They therefore need the same developmental information and support from
which all new parents benefit. However, they face additional problems around
parenting which need specialised interventions to adequately address the
developmental needs of their children.

Experience in the Early Intervention programs has also shown that for many
parents with substance use issues the time around birth is indeed a window of
opportunity for change.

This can mean that with adequate support they may begin to address the
issues which have contributed to their substance abuse and be able to make
real changes in their own and therefore their children's lives. For this to be
able to happen there is a need for skilled, sensitive interventions, which grow
from an understanding of all the issues relating to these parents as well as
their children.

The magnitude of the problem

From 1984 to 1994 there was a fourfold increase in the number of people on
methadone maintenance programs in Australia (Walsh, 1994), and most
observers believe there is in excess of 250,000 heroin users in Australia
(Crosbie, 1997).
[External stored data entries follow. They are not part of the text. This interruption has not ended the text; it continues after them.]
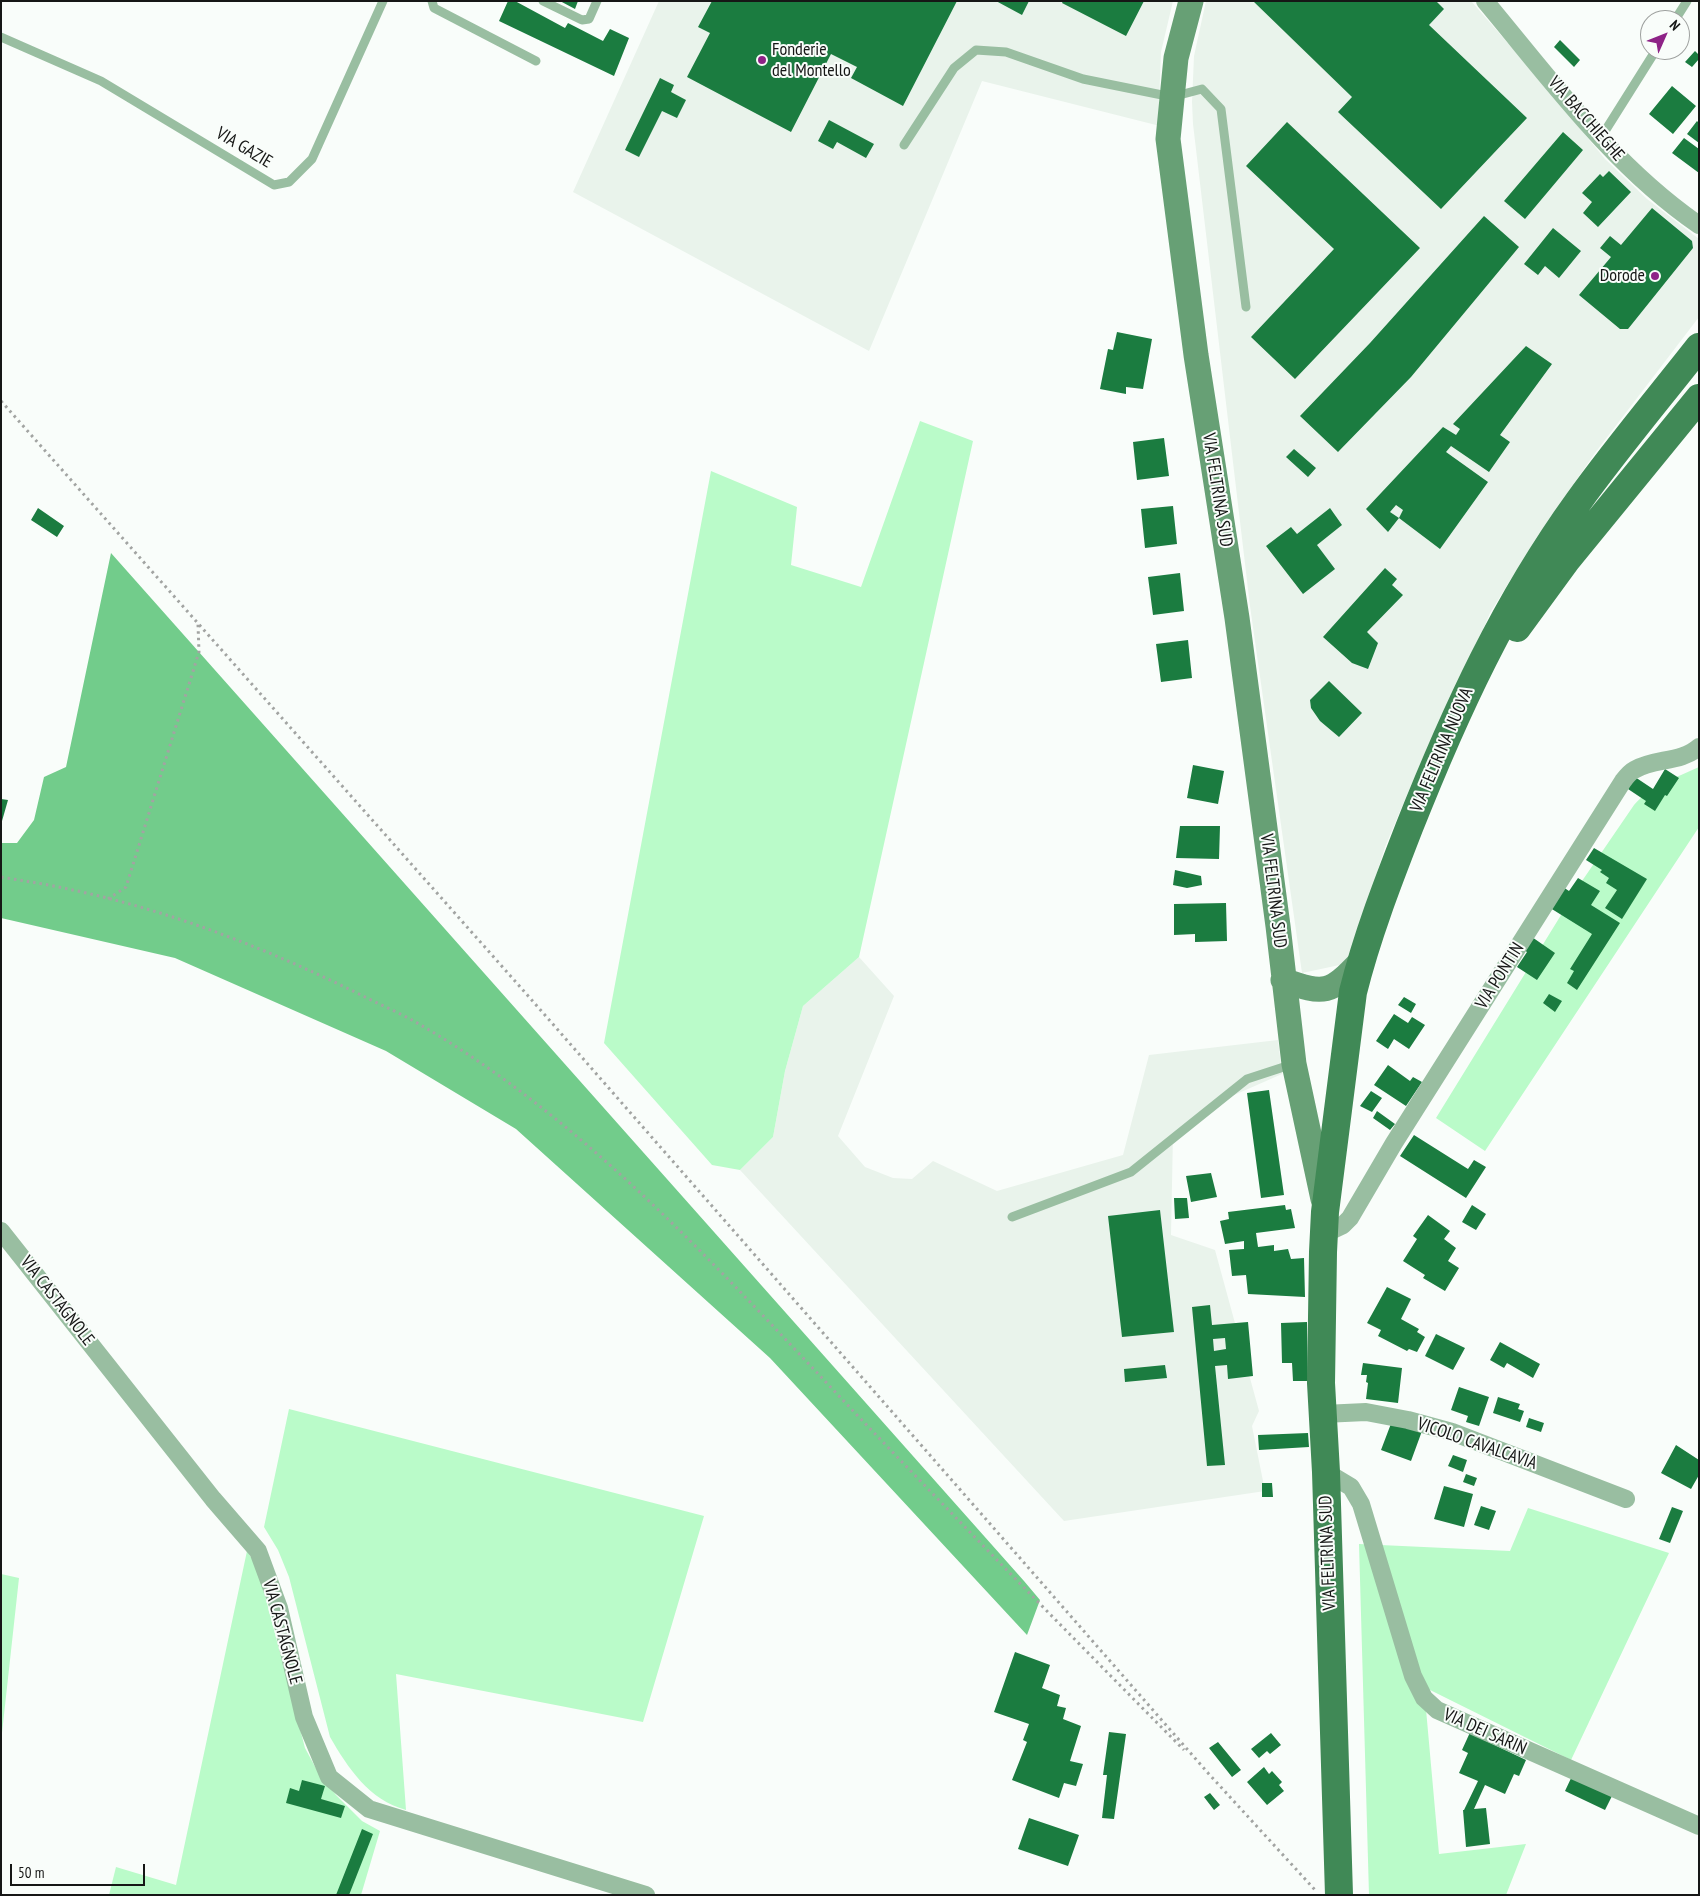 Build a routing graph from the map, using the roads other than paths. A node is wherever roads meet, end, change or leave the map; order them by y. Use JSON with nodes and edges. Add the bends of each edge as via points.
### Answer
{"nodes":[{"id":1,"x":383,"y":1,"type":"edge"},
{"id":2,"x":432,"y":1,"type":"edge"},
{"id":3,"x":543,"y":1,"type":"edge"},
{"id":4,"x":597,"y":1,"type":"edge"},
{"id":5,"x":1192,"y":1,"type":"edge"},
{"id":6,"x":1486,"y":1,"type":"edge"},
{"id":7,"x":1,"y":37,"type":"edge"},
{"id":8,"x":1650,"y":60,"type":"edge"},
{"id":9,"x":536,"y":61,"type":"dead end"},
{"id":10,"x":1172,"y":97,"type":"junction"},
{"id":11,"x":1600,"y":139,"type":"junction"},
{"id":12,"x":904,"y":145,"type":"dead end"},
{"id":13,"x":1699,"y":225,"type":"edge"},
{"id":14,"x":1246,"y":308,"type":"dead end"},
{"id":15,"x":1699,"y":347,"type":"edge"},
{"id":16,"x":1699,"y":398,"type":"edge"},
{"id":17,"x":1444,"y":741,"type":"junction"},
{"id":18,"x":1699,"y":747,"type":"edge"},
{"id":19,"x":1361,"y":961,"type":"junction"},
{"id":20,"x":1283,"y":980,"type":"junction"},
{"id":21,"x":1294,"y":1064,"type":"junction"},
{"id":22,"x":1012,"y":1217,"type":"dead end"},
{"id":23,"x":1325,"y":1223,"type":"junction"},
{"id":24,"x":1,"y":1231,"type":"edge"},
{"id":25,"x":1323,"y":1414,"type":"junction"},
{"id":26,"x":1326,"y":1472,"type":"junction"},
{"id":27,"x":1626,"y":1498,"type":"dead end"},
{"id":28,"x":1699,"y":1826,"type":"edge"},
{"id":29,"x":646,"y":1895,"type":"edge"},
{"id":30,"x":1339,"y":1895,"type":"edge"}],
"edges":[{"from":1,"to":7,"type":"lane","name":"VIA GAZIE","via":[[312,159],[289,182],[274,185],[101,80]]},
{"from":2,"to":9,"type":"lane","via":[[434,8]]},
{"from":3,"to":4,"type":"lane","via":[[582,20],[589,19]]},
{"from":5,"to":10,"type":"main road","name":"VIA FELTRINA SUD","via":[[1176,58]]},
{"from":6,"to":11,"type":"street","name":"VIA BACCHIEGHE"},
{"from":8,"to":11,"type":"lane"},
{"from":10,"to":12,"type":"lane","via":[[1083,79],[1006,52],[976,50],[954,68]]},
{"from":10,"to":14,"type":"lane","via":[[1202,90],[1221,109]]},
{"from":10,"to":20,"type":"main road","name":"VIA FELTRINA SUD","via":[[1168,139],[1196,355],[1238,628]]},
{"from":11,"to":13,"type":"street","name":"VIA BACCHIEGHE","via":[[1673,207]]},
{"from":15,"to":17,"type":"main road","name":"VIA FELTRINA NUOVA","via":[[1578,502],[1522,588],[1484,655]]},
{"from":16,"to":17,"type":"main road","via":[[1528,612]]},
{"from":17,"to":19,"type":"main road","name":"VIA FELTRINA NUOVA"},
{"from":18,"to":23,"type":"street","name":"VIA PONTIN","via":[[1677,758],[1634,770],[1623,781],[1350,1218],[1343,1225]]},
{"from":19,"to":20,"type":"main road","via":[[1330,988],[1318,990]]},
{"from":19,"to":23,"type":"main road","name":"VIA FELTRINA NUOVA","via":[[1348,1024]]},
{"from":20,"to":21,"type":"main road","name":"VIA FELTRINA SUD"},
{"from":21,"to":22,"type":"lane","via":[[1247,1079],[1131,1172]]},
{"from":21,"to":23,"type":"main road","name":"VIA FELTRINA SUD"},
{"from":23,"to":25,"type":"main road","name":"VIA FELTRINA SUD"},
{"from":24,"to":29,"type":"street","name":"VIA CASTAGNOLE","via":[[213,1499],[258,1551],[279,1608],[304,1717],[329,1777],[369,1809]]},
{"from":25,"to":26,"type":"main road","name":"VIA FELTRINA SUD"},
{"from":25,"to":27,"type":"street","name":"VICOLO CAVALCAVIA","via":[[1366,1412],[1452,1432]]},
{"from":26,"to":28,"type":"street","name":"VIA DEI SARIN","via":[[1351,1488],[1361,1504],[1413,1676],[1424,1698],[1437,1710]]},
{"from":26,"to":30,"type":"main road","name":"VIA FELTRINA SUD"}]} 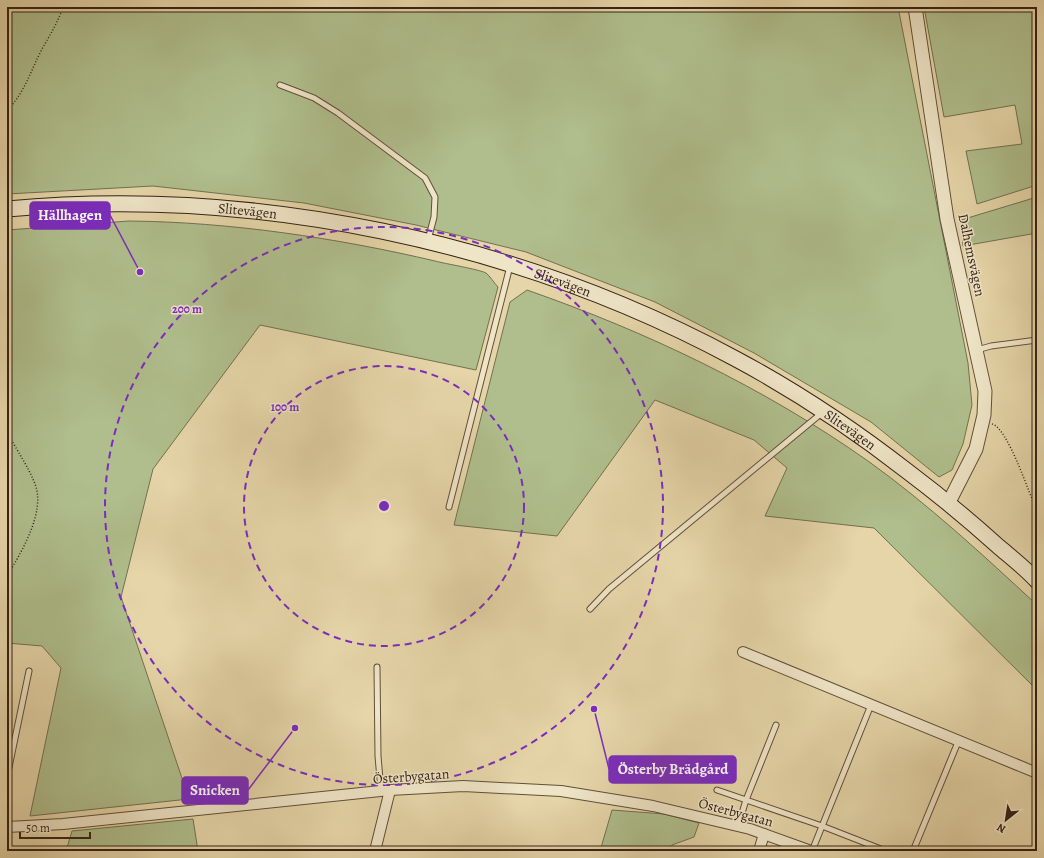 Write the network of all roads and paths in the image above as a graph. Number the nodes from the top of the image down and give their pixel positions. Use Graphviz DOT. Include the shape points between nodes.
graph roads {
  1 [pos="63,7"];
  2 [pos="915,7"];
  3 [pos="280,85"];
  4 [pos="7,110"];
  5 [pos="7,209"];
  6 [pos="427,241"];
  7 [pos="510,265"];
  8 [pos="1037,340"];
  9 [pos="977,350"];
  10 [pos="824,411"];
  11 [pos="983,421"];
  12 [pos="7,432"];
  13 [pos="949,502"];
  14 [pos="449,507"];
  15 [pos="1037,511"];
  16 [pos="7,576"];
  17 [pos="1037,581"];
  18 [pos="590,608"];
  19 [pos="743,652"];
  20 [pos="377,667"];
  21 [pos="29,671"];
  22 [pos="871,705"];
  23 [pos="776,725"];
  24 [pos="958,742"];
  25 [pos="1037,774"];
  26 [pos="7,777"];
  27 [pos="717,790"];
  28 [pos="385,791"];
  29 [pos="746,800"];
  30 [pos="738,826"];
  31 [pos="822,826"];
  32 [pos="7,827"];
  33 [pos="764,834"];
  34 [pos="375,851"];
  35 [pos="759,851"];
  36 [pos="811,851"];
  37 [pos="886,851"];
  38 [pos="913,851"];
  1 -- 4 [label="path" via="23,91"];
  2 -- 9 [label="street, Dalhemsvägen" via="948,219"];
  3 -- 6 [label="lane" via="314,98 338,113 425,178 435,197 434,217"];
  5 -- 6 [label="main road, Slitevägen" via="72,204 218,207 324,220"];
  6 -- 7 [label="main road, Slitevägen"];
  7 -- 10 [label="main road, Slitevägen" via="627,307 685,333 737,359"];
  7 -- 14 [label="lane"];
  8 -- 9 [label="lane"];
  9 -- 11 [label="street, Dalhemsvägen" via="985,392"];
  10 -- 13 [label="main road, Slitevägen" via="876,446"];
  10 -- 18 [label="lane" via="609,589"];
  11 -- 13 [label="street, Dalhemsvägen" via="976,449"];
  11 -- 15 [label="path" via="997,425 1007,438"];
  12 -- 16 [label="path" via="35,484 37,502 33,527"];
  13 -- 17 [label="main road, Slitevägen"];
  19 -- 22 [label="street"];
  20 -- 28 [label="lane" via="378,756"];
  21 -- 26 [label="lane"];
  22 -- 24 [label="street"];
  22 -- 31 [label="lane"];
  23 -- 29 [label="lane"];
  24 -- 25 [label="street"];
  24 -- 38 [label="lane"];
  27 -- 29 [label="lane"];
  28 -- 30 [label="street, Österbygatan" via="463,786 561,790 654,806"];
  28 -- 32 [label="street, Österbygatan"];
  28 -- 34 [label="street"];
  29 -- 30 [label="lane"];
  29 -- 31 [label="lane"];
  30 -- 33 [label="street, Österbygatan"];
  31 -- 36 [label="lane"];
  31 -- 37 [label="lane"];
  33 -- 35 [label="street"];
  33 -- 36 [label="street, Österbygatan"];
}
These figures do not of course include those who abuse
other illicit or prescribed drugs and alcohol, but they serve to show that
substance use is part of our community.

It is difficult to estimate the number of women who give birth each year with a
substance use issue, as most women report that they try not to disclose this
when they are admitted to give birth.

Again we only have figures from the various services for substance users in
pregnancy attached to the various hospitals, but this again gives a sense of
the extent of the problem:

   •   Drugs in pregnancy Service, RPAH, 60 women used the service in
       1996 (now unfunded)
   •   Drugs in pregnancy Service, Westmead, 77 women used the service in
       1996 (now unfunded)
   •   Drugs in pregnancy Service, Liverpool Hospital, 46 women used the
       service in 1996 and 60 in 1997 and 56 in 1998
   •   Chemical Use in Pregnancy Service, RHW, 90 women used the
       service in 1996, 93 in 1997 and 114 in 199.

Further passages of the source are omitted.